Anything that’s surprised you in the progress made in the past few years?

One of the unfortunate things we’ve learned in the last few years is the approach that we have been taking in terms of clinical trials—trying to use medications to try to get rid of the amyloid protein in symptomatic people—have been unsuccessful. These are trials that have gone on for over 20 years by now, the most recent being the aducanumab clinical trial that stopped early, earlier this year. 

Our thought was that the amyloid deposition is an essential part of Alzheimer’s disease, so you need the amyloid in order to get the disease; if you get rid of it, you get rid of the disease. That worked well in preclinical and animal models. But in clinical trials to date, it just has not worked. We have some pretty potent anti-amyloid antibodies that can get rid of the amyloid protein, make the person move from being elevated amyloid to not elevated, but it doesn’t change the [outcome]. That’s been surprising. That’s caused us to do somewhat of a reassess, to see if the problem was that we are not targeting it early enough. There are ongoing trials using approaches to remove the amyloid, anti-amyloid antibodies, or another compound called BACE inhibitors, to try to target people earlier in the process of the disease; meaning either earlier before they have dementia, or in the mild cognitive impairment stage, or these preclinical individuals who are normal but have risk factors like amyloid that can result in a higher risk of Alzheimer’s later. It’s surprising this approach didn’t pan out the way we thought it would. And it has called us to kind of extend our approach, find people earlier and use similar medications and approaches, or try something different rather than simply targeting amyloid.
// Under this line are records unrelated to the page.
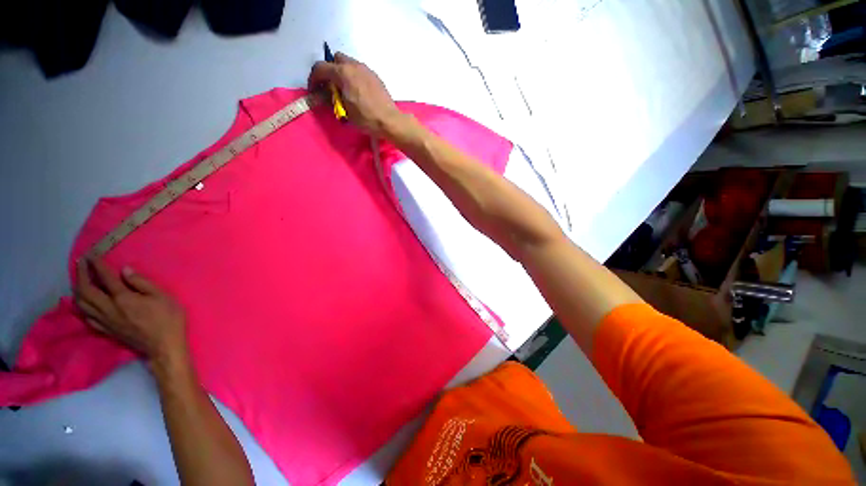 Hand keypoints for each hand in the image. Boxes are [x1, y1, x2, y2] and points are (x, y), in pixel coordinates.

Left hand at [74, 258, 186, 365]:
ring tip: (79, 279)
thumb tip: (125, 270)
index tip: (92, 254)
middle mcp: (108, 308)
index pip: (105, 278)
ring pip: (81, 304)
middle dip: (81, 274)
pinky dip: (81, 306)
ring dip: (77, 288)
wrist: (164, 346)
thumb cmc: (168, 319)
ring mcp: (105, 321)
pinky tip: (84, 302)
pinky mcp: (106, 330)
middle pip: (86, 290)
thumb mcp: (163, 297)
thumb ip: (143, 283)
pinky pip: (87, 316)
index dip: (97, 265)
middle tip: (81, 263)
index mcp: (123, 298)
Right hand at [308, 52, 404, 136]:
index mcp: (343, 73)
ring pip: (349, 63)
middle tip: (330, 86)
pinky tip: (357, 91)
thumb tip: (321, 95)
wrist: (390, 121)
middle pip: (336, 59)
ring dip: (343, 72)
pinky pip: (360, 71)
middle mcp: (354, 66)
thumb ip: (330, 98)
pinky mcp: (375, 76)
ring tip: (345, 89)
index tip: (313, 90)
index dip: (313, 79)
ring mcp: (366, 70)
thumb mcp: (344, 110)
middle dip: (330, 70)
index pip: (320, 68)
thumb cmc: (366, 117)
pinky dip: (354, 76) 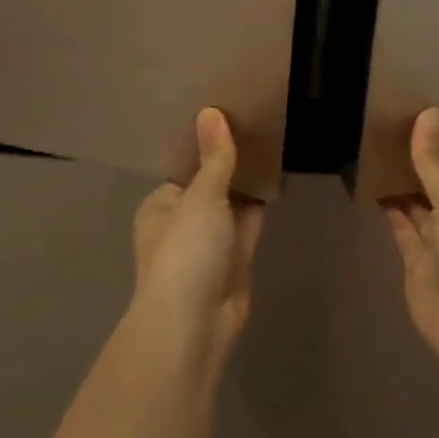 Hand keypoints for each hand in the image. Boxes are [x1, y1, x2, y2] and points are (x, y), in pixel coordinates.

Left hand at [131, 108, 265, 366]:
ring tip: (272, 140)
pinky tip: (276, 177)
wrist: (194, 325)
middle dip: (231, 162)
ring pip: (232, 204)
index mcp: (162, 204)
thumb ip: (214, 158)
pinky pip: (248, 223)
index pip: (187, 167)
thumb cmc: (186, 252)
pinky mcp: (235, 260)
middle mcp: (183, 221)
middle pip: (211, 184)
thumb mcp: (201, 197)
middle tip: (259, 121)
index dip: (209, 143)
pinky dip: (260, 204)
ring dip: (248, 182)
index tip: (232, 113)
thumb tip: (210, 111)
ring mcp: (210, 243)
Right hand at [386, 108, 438, 382]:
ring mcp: (438, 245)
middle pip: (434, 188)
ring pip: (415, 208)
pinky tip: (371, 187)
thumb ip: (433, 162)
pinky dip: (389, 211)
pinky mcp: (415, 265)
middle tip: (383, 130)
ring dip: (398, 186)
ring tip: (371, 151)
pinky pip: (401, 230)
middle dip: (414, 167)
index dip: (436, 148)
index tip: (411, 119)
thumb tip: (429, 111) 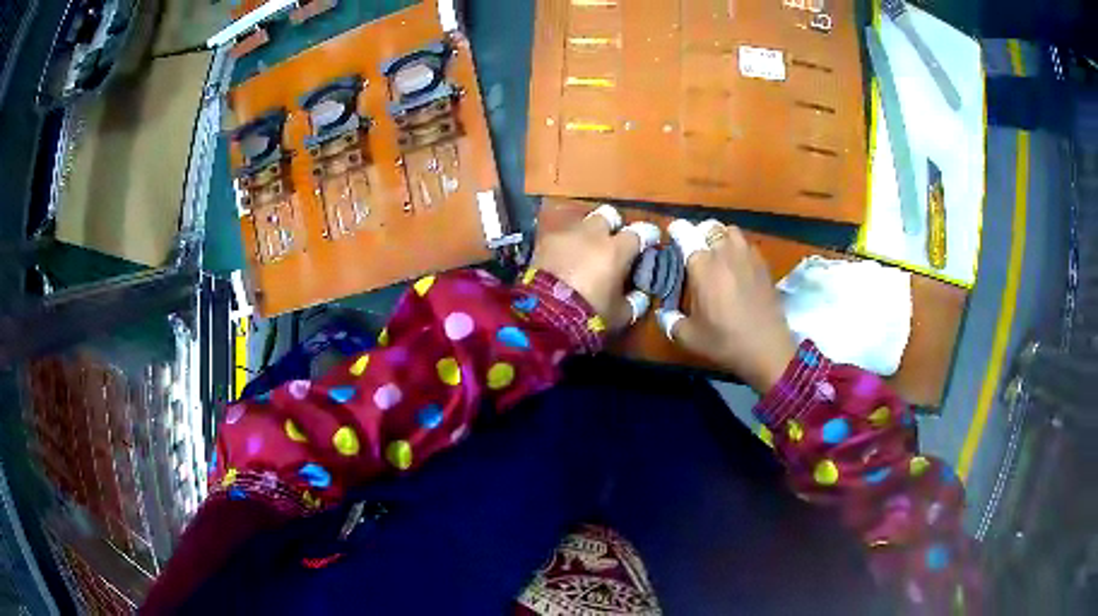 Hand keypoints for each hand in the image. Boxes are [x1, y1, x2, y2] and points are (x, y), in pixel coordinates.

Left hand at [531, 205, 659, 327]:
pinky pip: (560, 237)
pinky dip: (566, 245)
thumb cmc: (590, 314)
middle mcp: (593, 234)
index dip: (648, 235)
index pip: (640, 231)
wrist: (544, 315)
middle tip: (613, 242)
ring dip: (587, 234)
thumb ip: (635, 302)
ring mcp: (566, 235)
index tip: (650, 240)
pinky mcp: (543, 242)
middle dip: (613, 225)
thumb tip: (641, 295)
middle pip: (608, 215)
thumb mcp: (621, 315)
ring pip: (582, 223)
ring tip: (585, 252)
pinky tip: (564, 260)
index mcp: (617, 249)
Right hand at [662, 220, 796, 392]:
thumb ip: (670, 322)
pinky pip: (748, 245)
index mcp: (702, 265)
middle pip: (709, 227)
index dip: (676, 231)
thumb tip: (662, 314)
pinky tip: (738, 266)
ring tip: (718, 252)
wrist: (767, 348)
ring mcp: (747, 256)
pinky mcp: (764, 265)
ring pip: (731, 231)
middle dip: (699, 233)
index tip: (672, 236)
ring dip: (721, 237)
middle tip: (695, 248)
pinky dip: (739, 248)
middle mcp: (724, 253)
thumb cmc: (725, 341)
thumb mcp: (689, 337)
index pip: (685, 233) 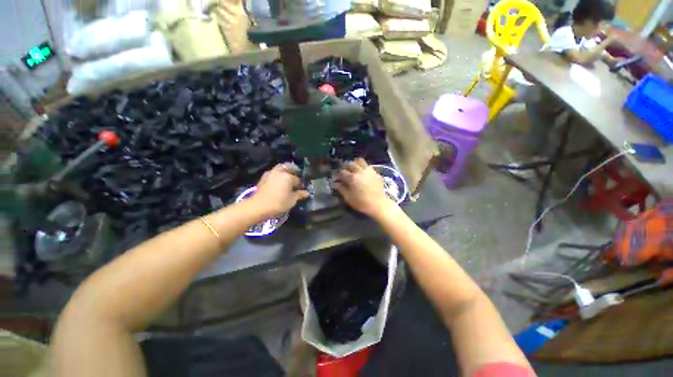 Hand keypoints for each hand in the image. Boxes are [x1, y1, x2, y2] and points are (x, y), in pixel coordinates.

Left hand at [252, 164, 308, 215]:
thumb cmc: (278, 203)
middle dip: (293, 171)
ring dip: (284, 172)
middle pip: (288, 167)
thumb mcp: (292, 200)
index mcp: (288, 176)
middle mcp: (279, 172)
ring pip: (280, 168)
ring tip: (287, 179)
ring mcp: (270, 173)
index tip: (301, 189)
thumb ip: (300, 194)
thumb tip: (306, 192)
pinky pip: (273, 173)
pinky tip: (278, 182)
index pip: (298, 179)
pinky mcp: (263, 178)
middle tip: (296, 177)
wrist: (258, 206)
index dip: (300, 184)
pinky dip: (277, 175)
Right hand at [332, 158, 395, 217]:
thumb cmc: (362, 203)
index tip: (338, 178)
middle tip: (346, 173)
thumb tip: (335, 183)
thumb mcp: (348, 198)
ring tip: (354, 169)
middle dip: (346, 167)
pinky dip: (363, 167)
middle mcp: (360, 171)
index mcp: (352, 178)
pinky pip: (367, 166)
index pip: (342, 172)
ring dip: (355, 163)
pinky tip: (363, 173)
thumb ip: (341, 189)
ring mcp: (369, 171)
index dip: (339, 175)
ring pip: (360, 161)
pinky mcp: (375, 172)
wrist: (379, 204)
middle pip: (350, 164) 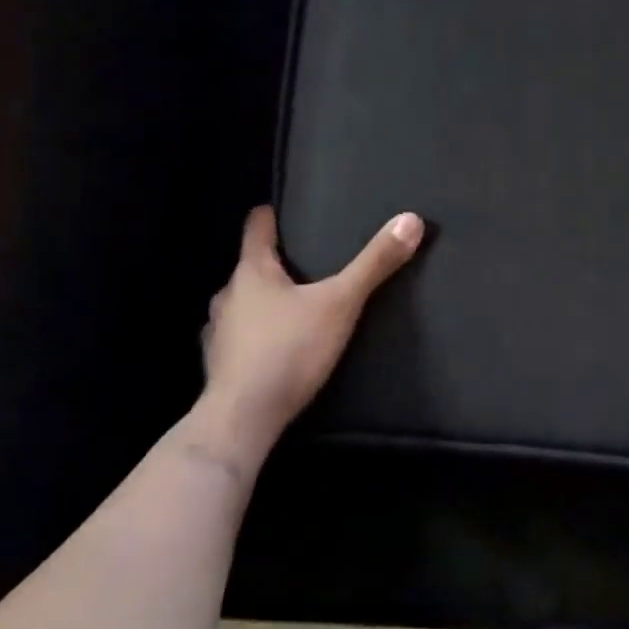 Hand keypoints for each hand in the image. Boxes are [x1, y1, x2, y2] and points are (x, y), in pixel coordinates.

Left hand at [199, 205, 424, 446]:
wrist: (244, 418)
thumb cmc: (290, 349)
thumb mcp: (342, 303)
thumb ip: (375, 264)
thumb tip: (411, 219)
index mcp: (253, 273)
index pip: (256, 229)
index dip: (268, 217)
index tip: (276, 210)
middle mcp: (228, 296)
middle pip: (250, 269)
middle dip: (273, 265)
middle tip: (302, 264)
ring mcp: (218, 333)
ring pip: (242, 305)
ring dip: (262, 302)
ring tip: (291, 307)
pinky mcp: (219, 366)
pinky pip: (238, 338)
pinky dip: (255, 336)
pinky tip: (274, 348) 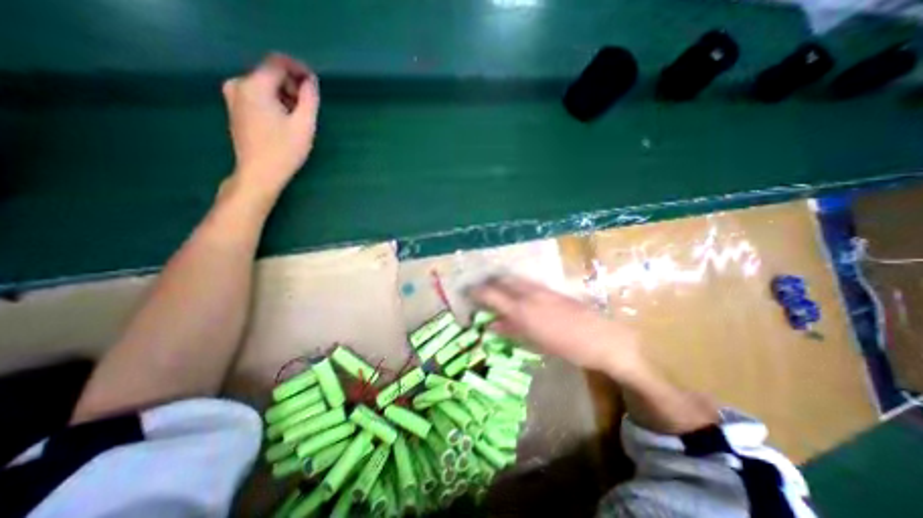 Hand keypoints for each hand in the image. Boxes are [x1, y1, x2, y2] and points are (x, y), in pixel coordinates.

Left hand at [222, 52, 318, 199]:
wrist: (259, 174)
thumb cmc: (284, 151)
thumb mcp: (304, 125)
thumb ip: (309, 99)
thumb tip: (311, 81)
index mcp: (254, 85)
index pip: (277, 62)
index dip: (298, 68)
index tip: (314, 83)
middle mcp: (239, 84)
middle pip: (270, 73)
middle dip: (292, 85)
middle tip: (308, 107)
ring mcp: (233, 96)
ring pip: (264, 85)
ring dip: (284, 95)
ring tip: (298, 117)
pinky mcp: (235, 108)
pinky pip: (257, 95)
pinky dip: (273, 101)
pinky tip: (284, 121)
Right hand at [475, 277, 643, 377]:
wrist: (602, 338)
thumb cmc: (567, 346)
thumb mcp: (534, 342)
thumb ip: (510, 330)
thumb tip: (491, 325)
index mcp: (521, 309)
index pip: (491, 293)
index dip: (477, 291)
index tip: (468, 293)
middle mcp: (528, 293)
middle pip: (502, 280)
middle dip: (488, 283)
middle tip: (480, 291)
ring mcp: (541, 288)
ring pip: (514, 279)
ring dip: (501, 283)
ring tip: (495, 292)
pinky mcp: (551, 289)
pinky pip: (527, 282)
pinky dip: (515, 285)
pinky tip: (517, 294) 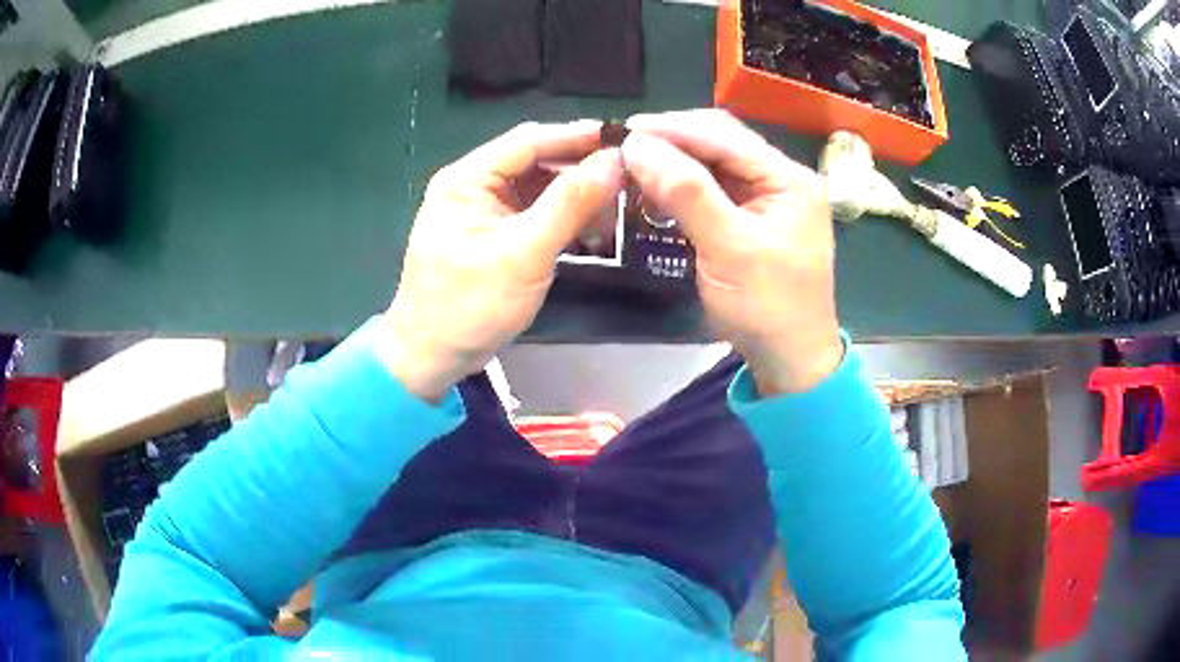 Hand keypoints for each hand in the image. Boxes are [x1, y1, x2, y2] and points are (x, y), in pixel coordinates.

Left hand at [378, 121, 623, 400]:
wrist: (433, 357)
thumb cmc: (469, 307)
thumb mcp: (523, 254)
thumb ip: (569, 204)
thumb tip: (614, 161)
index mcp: (467, 179)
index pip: (528, 141)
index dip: (576, 137)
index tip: (624, 139)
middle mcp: (474, 185)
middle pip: (536, 161)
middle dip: (581, 168)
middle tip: (630, 174)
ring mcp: (485, 210)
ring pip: (540, 187)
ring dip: (577, 194)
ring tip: (621, 201)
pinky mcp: (496, 233)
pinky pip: (537, 213)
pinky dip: (565, 217)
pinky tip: (596, 225)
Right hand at [622, 110, 842, 394]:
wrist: (790, 360)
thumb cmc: (768, 307)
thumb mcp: (729, 248)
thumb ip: (686, 192)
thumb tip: (636, 145)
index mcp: (789, 178)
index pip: (725, 135)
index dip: (673, 129)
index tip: (624, 131)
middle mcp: (780, 178)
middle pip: (720, 144)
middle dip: (672, 143)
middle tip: (624, 148)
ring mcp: (767, 198)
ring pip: (712, 165)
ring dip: (673, 165)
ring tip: (632, 167)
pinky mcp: (751, 218)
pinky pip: (712, 191)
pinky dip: (682, 188)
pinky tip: (655, 190) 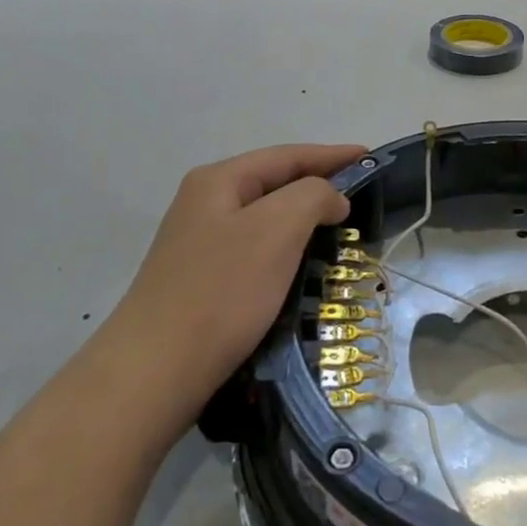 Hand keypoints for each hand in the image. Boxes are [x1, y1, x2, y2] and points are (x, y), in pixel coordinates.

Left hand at [105, 143, 365, 423]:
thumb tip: (330, 198)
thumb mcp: (276, 229)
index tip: (370, 158)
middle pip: (273, 183)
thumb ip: (312, 196)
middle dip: (318, 185)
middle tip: (361, 196)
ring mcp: (199, 244)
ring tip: (340, 230)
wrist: (156, 370)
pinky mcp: (202, 281)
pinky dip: (285, 251)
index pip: (286, 156)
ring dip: (303, 220)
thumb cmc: (222, 290)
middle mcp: (204, 204)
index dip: (332, 155)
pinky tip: (302, 266)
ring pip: (264, 220)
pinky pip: (255, 251)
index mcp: (219, 181)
What was your reaction to Pfizer holding back info?

A lot of people have asked me about that. The data that we are talking about was an internal study in which a comparison was made between people who were taking etancercept and people not taking the medication. They compared 127,000 people with an Alzheimer’s diagnosis to a group of 127,000 people who did not have the diagnosis. When they looked at this data, more individuals (302) in the non-Alzheimer’s group had taken etanercept than the group who had Alzheimer’s (110). I think the actual effect size that we would be talking about is very small and I think it’s unlikely that Pfizer had any ulterior motives. This was not a randomized controlled trial to look for an effect of etanercept—when we look at such large data sets, it is common to find small associations like this, but there is no reason to think this medication effect would be large enough to warrant significant further investigation. I think the likelihood of it being a medicine that will be effective for Alzheimer’s disease is really low.

Where will Alzheimer’s research be in another five years?

In another five years—I said this a few years ago, I’m hopeful we will have a disease-modifying agent. Meaning, we have a lot of understanding of the disease process, and every clinical trial has resulted in increased knowledge about the disease. We’ve had failure upon failure in Alzheimer’s disease research of the past few years, but each failure has given us more information about what we should be targeting and where. I’m hopeful that in five years we’ll have medicine that we can use to target the disease process, whether it’s amyloid or likely something else. I’m hopeful we’ll have something. More than the medications we have, which are limited right now. I wouldn’t go as far as saying we’ll cure Alzheimer’s in five years; I think that’s unlikely. But I think something that has an impact on day-to-day function is possible in the next few years.